Once we have grey foreground color selected, just click anywhere in the screen. The bucket fill tool will fill the entire screen (or current selection, remember those?) with the color chosen. We chose grey for a reason. I won't explain now. Your screen should be entirely grey. But its okay! We didn't lose any work. We just need to re-order our layers! Drag the BUMP layer under our first layer. All should be restored! Now what do we do with the bump layer? Click the pen tool, select our Acrylic 05 tool, go to 75 opacity and 70 size for the tool. Make sure the color is now black (html code = 000000). And now, this might be confusing, but just trust me, we are going to select the BUMP layer (even though we cant see it), and we are going to trace our path with the black pen onto the bump map. Weird. The Bump layer should look like this now. But why?



Let's make sure we have the first layer (not the bump layer) selected and now let's go up to Filters > Map > Bump Map. You should be here.



At the top, where it says "bump map" select our bump layer. Let's put our depth at 2. Feel free to mess with the controls, but I'm going to leave the other options alone for now and hit OK with 2 depth. VOILA! We have a beaten path! Look at that. Three textures have done SO MUCH work for us!



Looking good, but it just looks so empty. Let's grab some beautiful resources. Go to: http://pixanna.nl/materials/celiannas-tileset/ and find tileB(1). Drag it into our program and let's get to adding details! Please be mindful of Celianna's distribution policy. You can use her graphics if you credit her with a non-commercial game. For a commercial license, you must contact her. Always be mindful of the licensing requirements for all artists whose material you use! It's the rules.

OK Remember our selection tool friends? Let's select a beautiful tree. (I erased some stuff around it to get a nice, clean selection.) Copy and paste and right click our floating selection in the layer box and click "To New Layer."



Ok click the "eye" symbol to get rid of the TileB(1) layer and let's zoom out a bit. Take a look at the move tool, it looks like intersecting arrows. Click it and then under it click "move the active layer." Now lets right click our tree layer and "duplicate layer."

Make a bunch and let's scatter them! WAIT. We can't just scatter them, dummies, we need to make sure where they are placed, are in positions that are not awkward for the player. (we should have done this when we made our trail, oops). It's okay. Go to Image > Configure Grid, and type in 32x32 under 'Spacing' and click OK. Then go to View > Show Grid. Take a look.



This is displaying how the player will move from tile to tile -- where the player will go.
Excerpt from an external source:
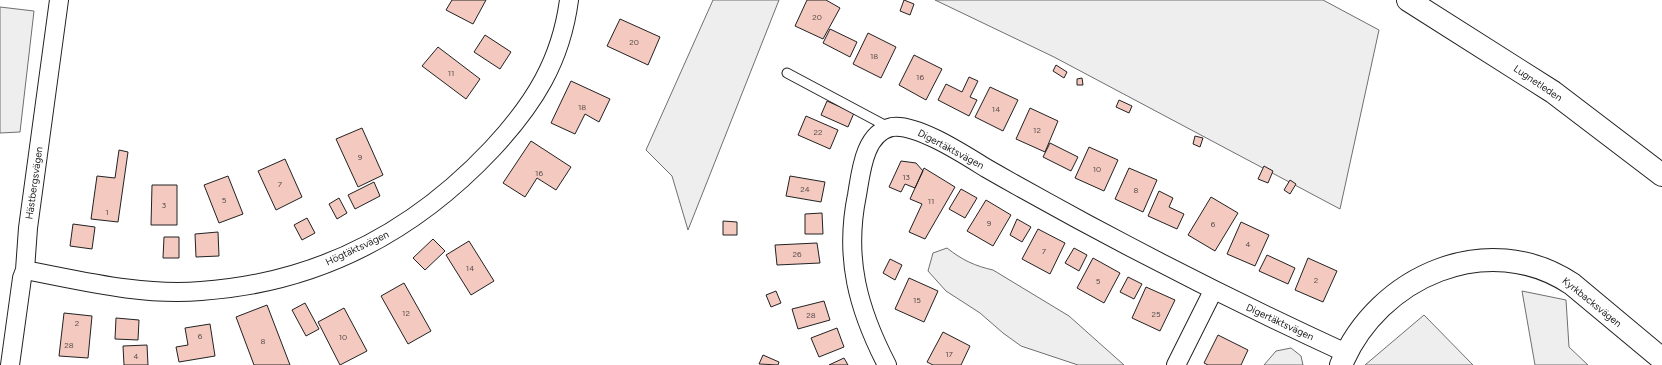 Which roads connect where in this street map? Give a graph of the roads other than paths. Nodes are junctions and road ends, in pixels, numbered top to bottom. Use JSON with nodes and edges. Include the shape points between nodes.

We need to make sure we aren't causing weird awkward positioning for the player. Now, let's place some trees! To illustrate what I mean by placing the trees perfectly, take a look at these placements, the red is where we will assign that the player cannot walk in the program. Of course, this is all up to you, and there are lots of work arounds, but let's stick with the basics for now.



Ok. We need more detail! Get your resources and ADD THEM! I'm going to this link: http://pixanna.nl/materials/celiannas-parallax-tiles/exterior-tiles/ and grabbing the second of the medieval houses. I really like these two in particular.



Well, I like the building on the left, but I wish it looked a bit more worn down. Right click that building layer on the map and go to Colors > Hue/Saturation and let's do -10 for each option there. Let's look at our house now.



Cool cool cool. I like the barn on the right, but not the building. Hmm.. Go to our selection tool and let's just highlight the barn and Control + X (cut) or right click Edit > Cut.



And lets paste that to a new layer and get rid of the rest of it. Let's place our buildings somewhere nice. Notice that I place the house door DIRECTLY in front of a tile so the player can seamlessly trigger an event on the door. But I don't do the same for the barn because (unless you have the capabilities) we don't have any obvious interaction with the entrance of the barn like we do with the house.



Shouldn't there be a path between the two? Select our first layer and let's add a path.

You remember how! If not, scroll up! Remember that our path here should be a bit lighter, so maybe only 40 opacity on our black bump layer trail. My path came out a little too dark for my liking, so I dodged it a bit. Here's what I got!



We are missing the most important part to any map. ...DETAILS! Find some fine resources and add some flowers, dirt, rocks, smaller trees, a well, more grass, big stones, and always keep in mind that you can add event details too, like a fluttering butterfly and some birds, etc. Here's what I got!



Jeez. There's so much more to learn! But this is a great start. And there's also so much more to add! A farmer chopping wood, leaves fluttering through the air, it's all so accessible. Sound effects, too, birds chirping, wind on its way to somewhere.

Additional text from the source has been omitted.